YOUR INSTRUCTIONS: Among the lines below, return each one that contains the word "CACCIOPPOLI".

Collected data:
Segment Open
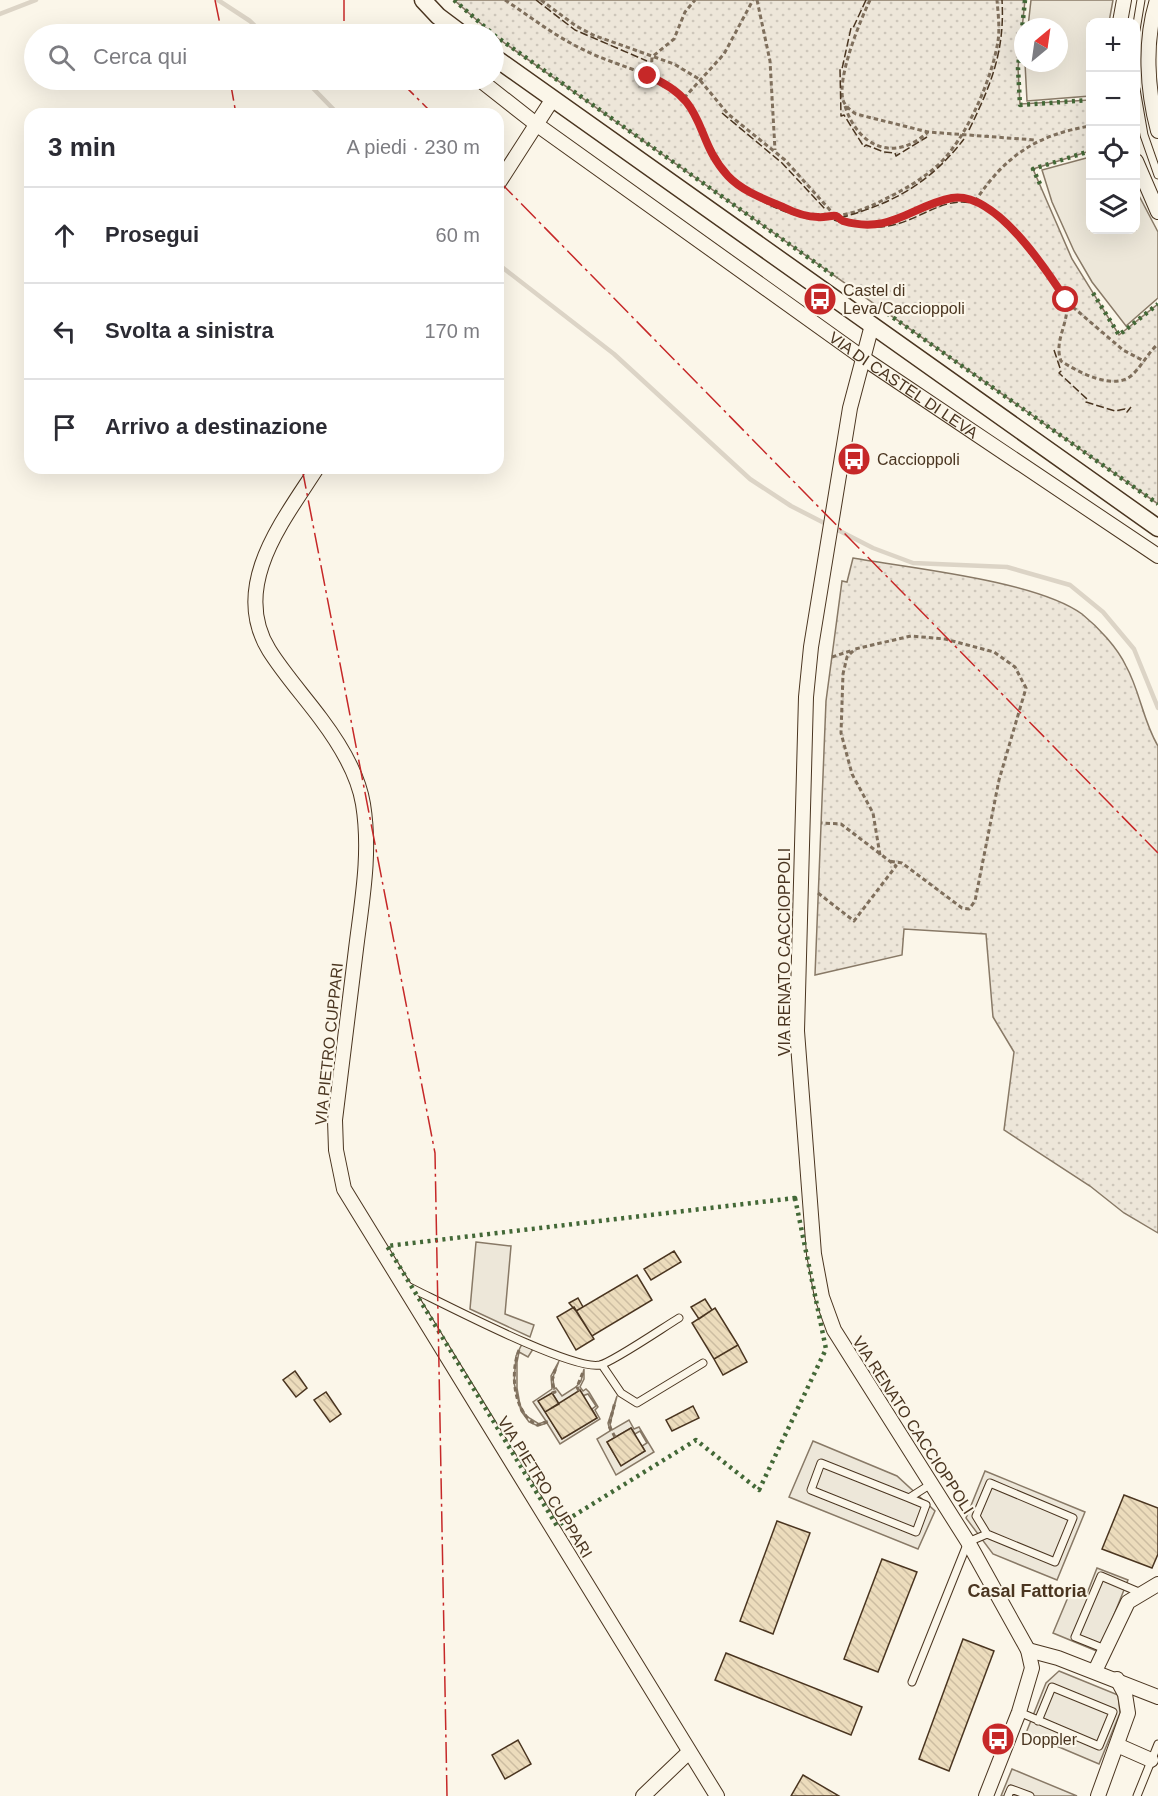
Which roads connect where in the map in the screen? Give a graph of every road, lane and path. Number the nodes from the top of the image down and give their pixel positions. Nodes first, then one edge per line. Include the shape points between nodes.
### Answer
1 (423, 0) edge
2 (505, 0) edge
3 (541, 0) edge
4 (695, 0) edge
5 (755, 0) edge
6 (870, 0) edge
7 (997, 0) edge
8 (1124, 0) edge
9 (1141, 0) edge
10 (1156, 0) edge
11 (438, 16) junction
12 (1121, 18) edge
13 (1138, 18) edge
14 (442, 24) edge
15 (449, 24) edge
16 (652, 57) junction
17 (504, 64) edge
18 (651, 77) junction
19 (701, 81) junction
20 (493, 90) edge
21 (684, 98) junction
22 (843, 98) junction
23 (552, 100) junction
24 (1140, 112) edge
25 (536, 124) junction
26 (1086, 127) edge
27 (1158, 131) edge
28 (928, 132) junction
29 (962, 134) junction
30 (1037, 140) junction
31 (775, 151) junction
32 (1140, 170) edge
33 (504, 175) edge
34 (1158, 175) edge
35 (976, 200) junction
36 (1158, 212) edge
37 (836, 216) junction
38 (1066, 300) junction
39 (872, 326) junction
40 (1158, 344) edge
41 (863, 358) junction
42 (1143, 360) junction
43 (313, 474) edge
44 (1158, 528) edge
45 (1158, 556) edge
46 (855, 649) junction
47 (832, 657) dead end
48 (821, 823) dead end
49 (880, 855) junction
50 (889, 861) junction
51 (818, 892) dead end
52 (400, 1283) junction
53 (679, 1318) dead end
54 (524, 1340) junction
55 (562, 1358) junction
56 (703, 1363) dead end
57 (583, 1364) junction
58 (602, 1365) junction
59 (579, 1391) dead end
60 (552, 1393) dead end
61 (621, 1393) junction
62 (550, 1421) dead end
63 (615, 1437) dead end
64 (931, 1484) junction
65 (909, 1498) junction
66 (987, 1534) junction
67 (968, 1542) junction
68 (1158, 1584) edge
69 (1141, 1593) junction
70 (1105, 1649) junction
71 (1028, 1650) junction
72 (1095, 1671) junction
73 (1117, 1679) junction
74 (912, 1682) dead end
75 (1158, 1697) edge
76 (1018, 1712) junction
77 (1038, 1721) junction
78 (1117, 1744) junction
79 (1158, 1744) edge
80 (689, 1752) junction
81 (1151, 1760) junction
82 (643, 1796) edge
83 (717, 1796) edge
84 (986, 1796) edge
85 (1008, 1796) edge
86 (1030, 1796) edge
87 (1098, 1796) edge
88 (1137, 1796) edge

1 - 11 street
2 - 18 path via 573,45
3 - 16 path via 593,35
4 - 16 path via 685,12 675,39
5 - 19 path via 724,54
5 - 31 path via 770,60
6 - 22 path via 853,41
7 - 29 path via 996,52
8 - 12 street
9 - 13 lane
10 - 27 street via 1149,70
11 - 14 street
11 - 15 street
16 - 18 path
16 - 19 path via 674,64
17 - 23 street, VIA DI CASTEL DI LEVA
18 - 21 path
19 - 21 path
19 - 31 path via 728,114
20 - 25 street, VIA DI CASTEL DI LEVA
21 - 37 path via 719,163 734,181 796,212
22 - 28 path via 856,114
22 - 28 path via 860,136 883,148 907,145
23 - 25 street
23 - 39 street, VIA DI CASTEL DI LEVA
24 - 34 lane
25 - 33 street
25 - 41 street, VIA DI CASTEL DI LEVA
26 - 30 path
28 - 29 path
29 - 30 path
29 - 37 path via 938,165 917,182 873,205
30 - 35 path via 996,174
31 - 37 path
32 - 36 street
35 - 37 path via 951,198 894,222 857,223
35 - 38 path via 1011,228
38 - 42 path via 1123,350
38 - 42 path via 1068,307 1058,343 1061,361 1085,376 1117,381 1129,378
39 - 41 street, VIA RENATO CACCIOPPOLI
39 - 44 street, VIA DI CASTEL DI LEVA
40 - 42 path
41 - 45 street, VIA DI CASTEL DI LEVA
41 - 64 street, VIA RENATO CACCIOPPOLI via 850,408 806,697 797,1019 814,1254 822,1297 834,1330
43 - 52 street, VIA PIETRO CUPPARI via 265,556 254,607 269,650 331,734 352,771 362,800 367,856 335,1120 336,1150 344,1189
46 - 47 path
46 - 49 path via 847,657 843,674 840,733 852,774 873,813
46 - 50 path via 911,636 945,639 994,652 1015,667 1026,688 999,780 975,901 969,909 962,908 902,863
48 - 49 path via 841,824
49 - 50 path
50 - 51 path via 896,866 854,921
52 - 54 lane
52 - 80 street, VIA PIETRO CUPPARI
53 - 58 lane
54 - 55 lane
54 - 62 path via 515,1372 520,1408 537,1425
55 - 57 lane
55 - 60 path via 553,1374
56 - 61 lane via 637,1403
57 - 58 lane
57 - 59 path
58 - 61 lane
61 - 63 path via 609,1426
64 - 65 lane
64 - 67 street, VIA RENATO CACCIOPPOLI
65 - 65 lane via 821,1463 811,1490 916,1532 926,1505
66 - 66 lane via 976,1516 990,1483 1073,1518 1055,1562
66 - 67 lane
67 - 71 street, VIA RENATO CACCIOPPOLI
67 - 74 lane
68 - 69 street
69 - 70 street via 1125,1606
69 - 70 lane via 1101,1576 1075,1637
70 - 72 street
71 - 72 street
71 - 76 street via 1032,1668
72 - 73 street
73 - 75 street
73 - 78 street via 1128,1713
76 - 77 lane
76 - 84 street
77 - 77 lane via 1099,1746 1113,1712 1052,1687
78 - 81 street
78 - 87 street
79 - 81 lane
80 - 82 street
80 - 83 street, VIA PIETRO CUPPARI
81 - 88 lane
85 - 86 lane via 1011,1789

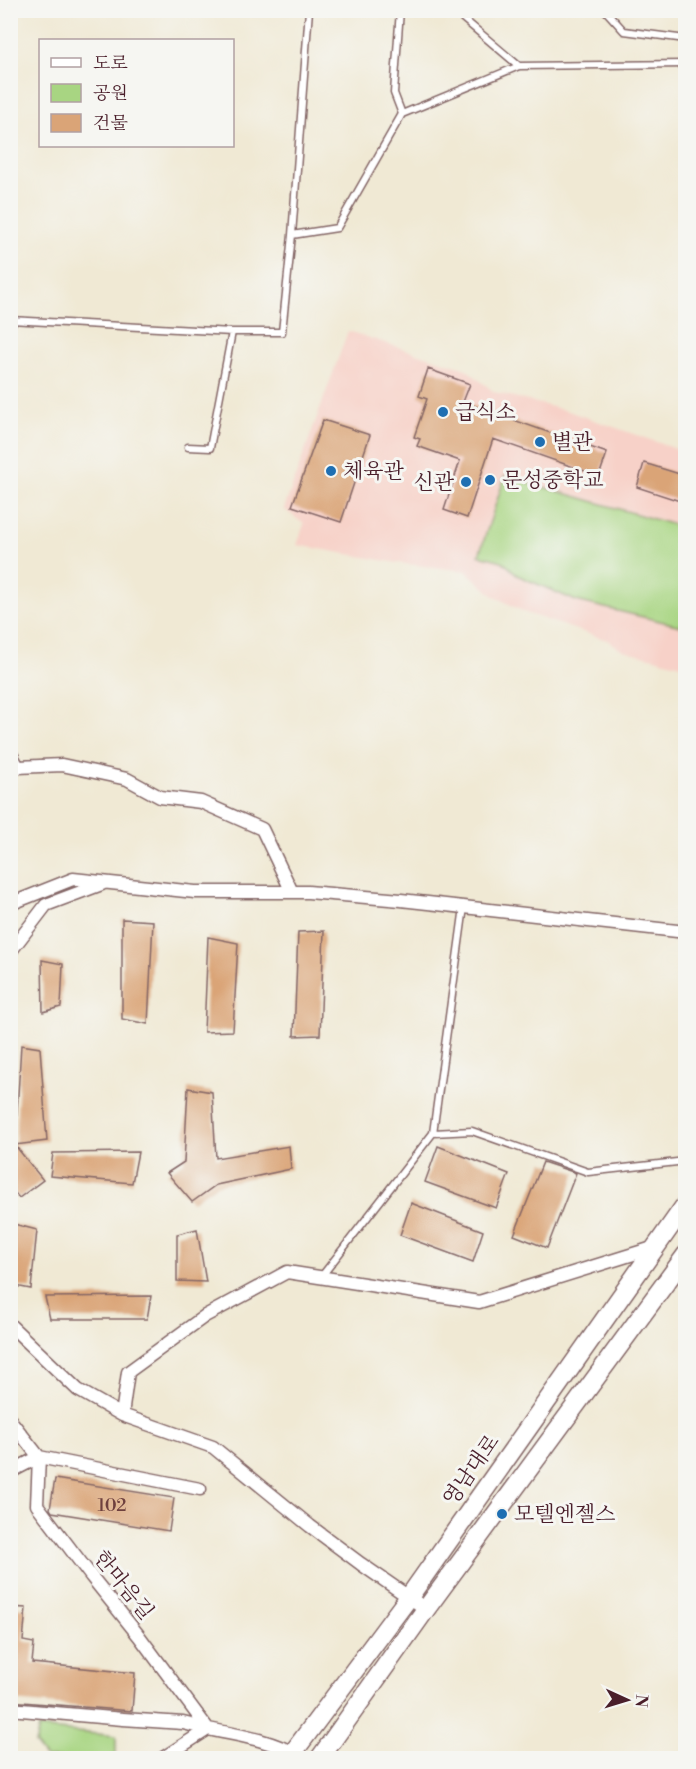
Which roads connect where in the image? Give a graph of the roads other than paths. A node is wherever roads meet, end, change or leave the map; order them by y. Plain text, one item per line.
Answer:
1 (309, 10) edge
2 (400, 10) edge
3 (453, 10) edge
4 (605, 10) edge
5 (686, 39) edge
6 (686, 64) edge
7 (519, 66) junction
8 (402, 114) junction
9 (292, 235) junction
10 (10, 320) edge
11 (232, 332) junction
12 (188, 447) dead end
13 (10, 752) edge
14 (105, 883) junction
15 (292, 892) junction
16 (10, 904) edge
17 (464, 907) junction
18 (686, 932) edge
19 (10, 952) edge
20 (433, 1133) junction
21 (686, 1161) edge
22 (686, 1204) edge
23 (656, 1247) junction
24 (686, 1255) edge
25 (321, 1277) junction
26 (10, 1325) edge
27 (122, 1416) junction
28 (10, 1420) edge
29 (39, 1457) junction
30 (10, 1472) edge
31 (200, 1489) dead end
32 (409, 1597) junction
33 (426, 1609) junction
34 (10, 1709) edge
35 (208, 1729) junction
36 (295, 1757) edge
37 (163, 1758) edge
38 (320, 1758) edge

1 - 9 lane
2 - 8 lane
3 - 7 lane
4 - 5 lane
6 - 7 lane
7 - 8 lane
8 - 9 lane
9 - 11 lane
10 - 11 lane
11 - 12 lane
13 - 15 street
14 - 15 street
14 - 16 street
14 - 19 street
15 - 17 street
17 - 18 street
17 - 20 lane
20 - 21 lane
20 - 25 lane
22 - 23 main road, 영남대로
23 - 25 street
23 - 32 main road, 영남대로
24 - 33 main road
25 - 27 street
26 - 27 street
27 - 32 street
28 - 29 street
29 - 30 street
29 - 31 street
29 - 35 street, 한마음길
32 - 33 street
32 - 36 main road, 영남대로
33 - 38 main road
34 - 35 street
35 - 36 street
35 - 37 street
Segment Closed
OUTPUT BELOW:
39 - 41 street, VIA RENATO CACCIOPPOLI
41 - 64 street, VIA RENATO CACCIOPPOLI via 850,408 806,697 797,1019 814,1254 822,1297 834,1330
64 - 67 street, VIA RENATO CACCIOPPOLI
67 - 71 street, VIA RENATO CACCIOPPOLI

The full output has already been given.